この事件があり、親族に真由子さんとの関係がバレた新郎新婦はその場で破談。
仕事を続ける予定だった新郎は気まずくなり退職、新婦はショックで流産、二人とも地に落ちた。
そして救急車で運ばれた真由子さんは、一命はとりとめたものの、意識不明の重体でずっと深い眠りについている。
どうしてこうなる前に助けてあげられなかったのか。
彼女がどれほどのものを抱えていたのか、彼女がいなくなった後の数々の騒動を見れば分かるはずだったのに。
後悔ばかりが胸に込み上げる。
「真由子ちゃん、彼氏が来たよ」
病室に入り、看護師が、ベッドで眠っている真由子さんに声をかけた。
ここでは俺が真由子さんの恋人ということになっている。
「毎日彼女に会いに来るなんて、彼女も喜んでると思うよ」
看護師は俺に笑顔を向けて、励ます様に肩をポンと叩き、病室を後にした。俺は頭を下げて見送った。
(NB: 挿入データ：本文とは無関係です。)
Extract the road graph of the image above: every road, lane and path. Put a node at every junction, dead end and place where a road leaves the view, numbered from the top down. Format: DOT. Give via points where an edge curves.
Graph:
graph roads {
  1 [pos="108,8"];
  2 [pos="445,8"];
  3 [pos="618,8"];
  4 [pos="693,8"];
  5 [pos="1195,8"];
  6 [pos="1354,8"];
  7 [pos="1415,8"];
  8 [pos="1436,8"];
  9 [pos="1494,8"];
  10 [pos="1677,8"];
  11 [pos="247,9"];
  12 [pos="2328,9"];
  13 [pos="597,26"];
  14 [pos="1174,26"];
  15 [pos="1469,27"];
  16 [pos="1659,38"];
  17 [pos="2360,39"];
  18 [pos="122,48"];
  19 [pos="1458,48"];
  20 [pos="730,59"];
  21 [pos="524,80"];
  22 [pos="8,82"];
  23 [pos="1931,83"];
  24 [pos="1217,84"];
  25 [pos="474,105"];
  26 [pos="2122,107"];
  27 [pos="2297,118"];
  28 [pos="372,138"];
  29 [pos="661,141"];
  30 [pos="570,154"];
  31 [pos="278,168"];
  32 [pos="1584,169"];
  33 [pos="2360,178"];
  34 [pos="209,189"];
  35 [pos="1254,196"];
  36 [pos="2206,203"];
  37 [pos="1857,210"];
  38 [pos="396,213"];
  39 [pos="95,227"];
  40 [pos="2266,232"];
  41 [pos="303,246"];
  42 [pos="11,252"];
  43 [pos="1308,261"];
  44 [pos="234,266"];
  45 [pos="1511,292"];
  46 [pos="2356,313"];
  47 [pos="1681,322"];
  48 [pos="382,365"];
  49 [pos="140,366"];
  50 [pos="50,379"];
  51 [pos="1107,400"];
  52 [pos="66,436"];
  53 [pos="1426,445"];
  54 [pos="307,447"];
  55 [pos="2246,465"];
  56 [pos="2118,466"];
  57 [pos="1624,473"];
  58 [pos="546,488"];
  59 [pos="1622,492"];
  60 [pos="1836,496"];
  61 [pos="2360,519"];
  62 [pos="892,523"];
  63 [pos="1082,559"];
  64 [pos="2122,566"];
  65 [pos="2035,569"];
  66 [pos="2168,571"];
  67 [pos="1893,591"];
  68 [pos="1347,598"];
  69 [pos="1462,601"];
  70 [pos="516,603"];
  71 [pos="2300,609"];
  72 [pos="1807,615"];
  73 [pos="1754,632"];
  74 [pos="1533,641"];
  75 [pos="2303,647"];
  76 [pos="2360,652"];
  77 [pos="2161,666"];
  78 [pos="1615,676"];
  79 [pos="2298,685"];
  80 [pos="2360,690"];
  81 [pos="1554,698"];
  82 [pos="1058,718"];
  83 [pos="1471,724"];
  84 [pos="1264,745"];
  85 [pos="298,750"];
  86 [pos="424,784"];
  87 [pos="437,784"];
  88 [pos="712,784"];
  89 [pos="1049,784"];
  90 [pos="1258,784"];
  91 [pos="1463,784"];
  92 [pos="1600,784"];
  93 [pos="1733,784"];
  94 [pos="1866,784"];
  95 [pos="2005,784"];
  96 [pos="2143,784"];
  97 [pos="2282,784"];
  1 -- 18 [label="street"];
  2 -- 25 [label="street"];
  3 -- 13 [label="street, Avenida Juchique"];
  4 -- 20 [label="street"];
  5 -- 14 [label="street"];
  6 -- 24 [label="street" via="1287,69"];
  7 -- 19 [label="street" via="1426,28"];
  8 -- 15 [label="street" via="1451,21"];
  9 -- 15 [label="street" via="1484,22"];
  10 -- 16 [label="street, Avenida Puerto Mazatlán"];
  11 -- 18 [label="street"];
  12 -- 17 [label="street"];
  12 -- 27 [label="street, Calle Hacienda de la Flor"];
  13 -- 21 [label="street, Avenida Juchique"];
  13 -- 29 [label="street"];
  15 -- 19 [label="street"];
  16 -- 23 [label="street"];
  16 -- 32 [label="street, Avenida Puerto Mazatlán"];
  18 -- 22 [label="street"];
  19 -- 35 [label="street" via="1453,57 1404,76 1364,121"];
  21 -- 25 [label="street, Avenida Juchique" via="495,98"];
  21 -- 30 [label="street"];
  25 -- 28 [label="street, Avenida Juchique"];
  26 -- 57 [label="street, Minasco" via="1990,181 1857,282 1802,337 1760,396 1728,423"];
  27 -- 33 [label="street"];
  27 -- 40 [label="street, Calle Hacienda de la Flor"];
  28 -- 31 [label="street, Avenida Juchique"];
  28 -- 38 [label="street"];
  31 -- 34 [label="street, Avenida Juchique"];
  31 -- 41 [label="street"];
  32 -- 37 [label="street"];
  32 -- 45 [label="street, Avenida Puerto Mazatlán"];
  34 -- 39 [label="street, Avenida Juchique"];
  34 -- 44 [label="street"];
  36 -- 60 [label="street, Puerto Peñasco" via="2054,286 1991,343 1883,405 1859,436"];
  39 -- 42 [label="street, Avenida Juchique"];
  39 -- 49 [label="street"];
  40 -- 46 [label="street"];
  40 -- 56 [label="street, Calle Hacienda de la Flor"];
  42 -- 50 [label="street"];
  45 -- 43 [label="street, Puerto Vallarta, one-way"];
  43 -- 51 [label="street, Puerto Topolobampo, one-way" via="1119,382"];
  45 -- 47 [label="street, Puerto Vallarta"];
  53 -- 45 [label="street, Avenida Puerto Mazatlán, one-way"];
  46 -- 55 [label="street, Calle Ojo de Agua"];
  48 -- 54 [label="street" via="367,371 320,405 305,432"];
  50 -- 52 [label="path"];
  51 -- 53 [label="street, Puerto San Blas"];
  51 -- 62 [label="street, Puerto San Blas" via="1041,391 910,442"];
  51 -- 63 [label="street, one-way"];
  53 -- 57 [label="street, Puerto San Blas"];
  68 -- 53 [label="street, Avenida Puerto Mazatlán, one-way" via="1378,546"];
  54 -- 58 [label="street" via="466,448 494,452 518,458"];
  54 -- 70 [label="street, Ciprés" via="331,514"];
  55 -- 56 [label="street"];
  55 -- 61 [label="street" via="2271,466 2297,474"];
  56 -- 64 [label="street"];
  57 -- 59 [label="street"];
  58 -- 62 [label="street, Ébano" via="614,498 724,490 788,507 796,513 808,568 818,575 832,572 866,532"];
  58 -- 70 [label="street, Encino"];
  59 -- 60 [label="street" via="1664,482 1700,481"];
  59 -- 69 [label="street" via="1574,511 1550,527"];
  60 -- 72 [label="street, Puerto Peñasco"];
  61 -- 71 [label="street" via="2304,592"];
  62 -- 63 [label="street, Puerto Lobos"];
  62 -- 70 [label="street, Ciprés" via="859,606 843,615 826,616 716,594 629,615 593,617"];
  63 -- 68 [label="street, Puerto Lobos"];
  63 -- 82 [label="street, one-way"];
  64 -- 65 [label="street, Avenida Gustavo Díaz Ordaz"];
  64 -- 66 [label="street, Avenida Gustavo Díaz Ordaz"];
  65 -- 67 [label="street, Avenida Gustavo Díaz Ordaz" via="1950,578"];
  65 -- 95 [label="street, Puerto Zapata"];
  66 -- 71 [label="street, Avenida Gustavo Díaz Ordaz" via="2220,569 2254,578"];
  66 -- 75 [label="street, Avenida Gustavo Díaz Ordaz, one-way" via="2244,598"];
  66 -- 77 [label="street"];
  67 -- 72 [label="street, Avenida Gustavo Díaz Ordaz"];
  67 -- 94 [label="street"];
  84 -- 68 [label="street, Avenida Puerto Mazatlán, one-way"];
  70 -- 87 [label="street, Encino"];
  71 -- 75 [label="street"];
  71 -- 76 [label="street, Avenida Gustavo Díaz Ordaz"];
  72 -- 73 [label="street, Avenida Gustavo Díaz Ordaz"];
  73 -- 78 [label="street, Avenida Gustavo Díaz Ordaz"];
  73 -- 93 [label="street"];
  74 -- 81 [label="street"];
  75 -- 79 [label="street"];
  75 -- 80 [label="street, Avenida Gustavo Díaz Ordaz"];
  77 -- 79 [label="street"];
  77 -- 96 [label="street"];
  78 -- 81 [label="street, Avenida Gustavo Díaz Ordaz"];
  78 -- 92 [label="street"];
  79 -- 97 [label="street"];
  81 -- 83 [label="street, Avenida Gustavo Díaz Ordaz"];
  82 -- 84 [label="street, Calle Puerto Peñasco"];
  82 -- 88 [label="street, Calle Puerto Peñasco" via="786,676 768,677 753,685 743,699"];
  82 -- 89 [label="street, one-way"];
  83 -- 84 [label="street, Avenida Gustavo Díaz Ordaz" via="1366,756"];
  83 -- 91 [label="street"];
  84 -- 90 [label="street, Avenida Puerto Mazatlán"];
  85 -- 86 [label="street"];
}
「いずれ目を覚ます可能性もあるわ。少しずつ回復を待ちましょう」
真由子さんを受け入れてくれた病院の担当医と話した時、優しい聖母のような微笑みを浮かべた。
美しい黒髪の女性で、眠る真由子さんの額を撫でる姿は、まるで女神が天使を慈しむようだった。
その光景を見て、佐藤真由子に女神の加護がありますようにと願いを込めた。
ベッドの上で目を閉じた彼女の手を握った。
二人で話したあの夜、彼女が言っていたことを俺は理解した。
俺もきっと、他の人と一緒になり、人生を歩んだ方が幸せになれるのだろうが、心が拒む。
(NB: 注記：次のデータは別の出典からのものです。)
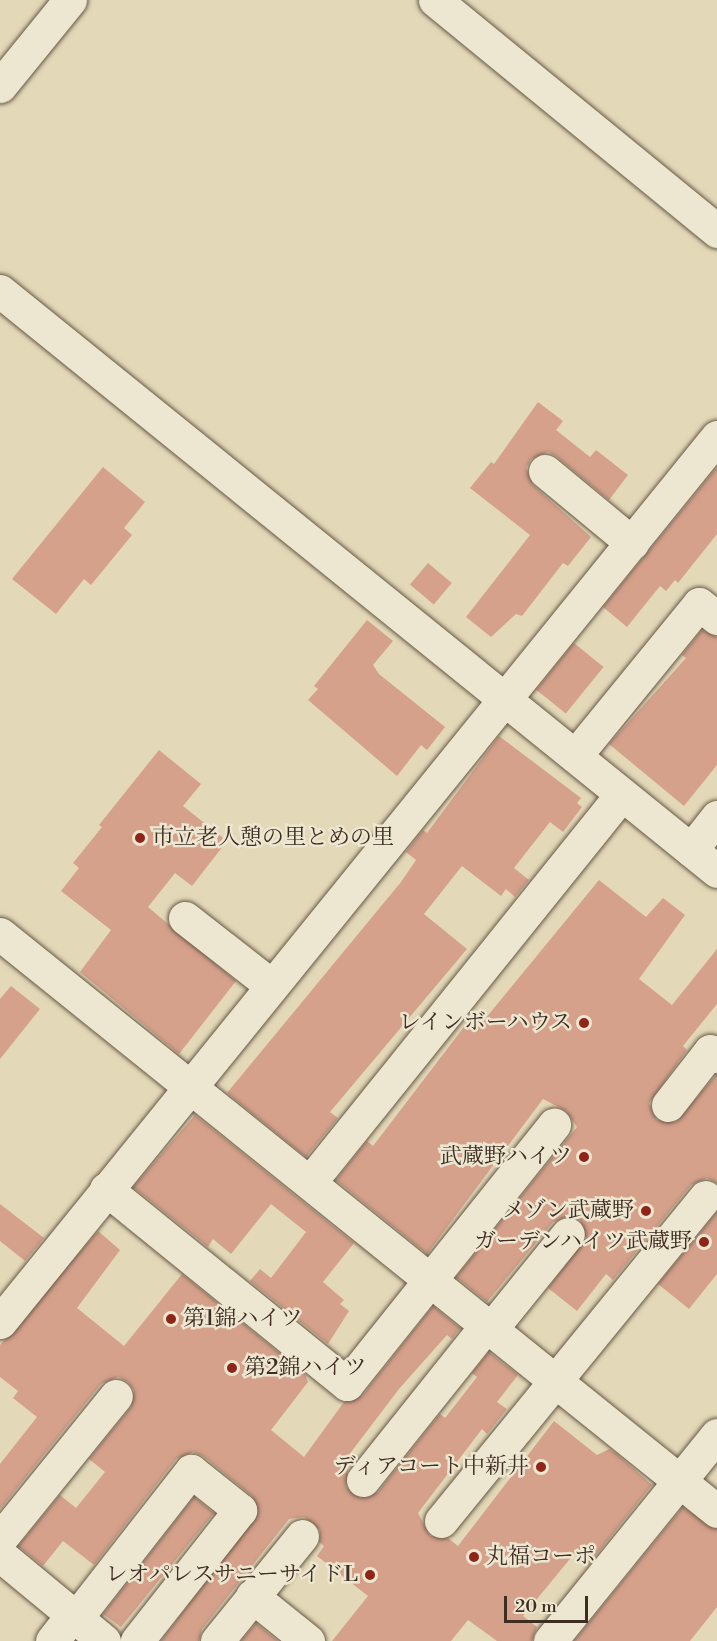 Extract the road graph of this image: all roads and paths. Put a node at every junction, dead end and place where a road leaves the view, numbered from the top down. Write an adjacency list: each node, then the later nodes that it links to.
1 (70, 0): 3 (street)
2 (435, 0): 4 (street)
3 (0, 86)
4 (717, 231)
5 (0, 291): 10 (street)
6 (717, 437): 8 (street)
7 (545, 471): 8 (street)
8 (632, 543): 10 (street)
9 (717, 618): 11 (street)
10 (506, 700): 11 (street); 18 (street)
11 (575, 756): 12 (street)
12 (621, 795): 14 (street); 23 (street)
13 (717, 817): 14 (street)
14 (691, 850): 15 (street)
15 (717, 871)
16 (185, 918): 18 (street)
17 (0, 934): 20 (street)
18 (272, 986): 20 (street)
19 (717, 1056): 21 (street)
20 (189, 1088): 23 (street); 24 (street)
21 (668, 1105)
22 (554, 1125): 27 (street)
23 (310, 1182): 27 (street)
24 (105, 1189): 27 (street); 28 (street)
25 (705, 1197): 30 (street)
26 (568, 1234): 29 (street)
27 (430, 1281): 29 (street)
28 (0, 1322)
29 (488, 1328): 30 (street); 33 (street)
30 (555, 1380): 34 (street); 36 (street)
31 (116, 1396): 38 (street)
32 (717, 1435): 34 (street)
33 (363, 1480)
34 (680, 1480): 35 (street); 47 (street)
35 (717, 1511)
36 (441, 1521)
37 (302, 1536): 40 (street)
38 (0, 1539)
39 (0, 1556): 41 (street)
40 (252, 1596): 45 (street); 46 (street)
41 (74, 1617): 42 (street); 43 (street); 44 (street)
42 (52, 1641)
43 (104, 1641)
44 (137, 1641)
45 (217, 1641)
46 (308, 1641)
47 (550, 1641)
真由子さんが中嶋友希哉を諦められなかったのと同じだ。
俺は、そばにいるのが真由子さんじゃないと、心が満たされなくなってしまった。
ーーわたしはまだ友希哉のことを愛してるの。
早く目覚めてほしいけど、目覚めたら君は、彼のところへ行くのか?
「中嶋友希哉のところへ」
俺がそう呟くと、心なしか、彼女の手に力が入った気がした。
「そうか」
やはり君は、中嶋友希哉を選ぶんだね。
だとしたら、このままずっと目覚め無い方が、俺は幸せなのかもしれない。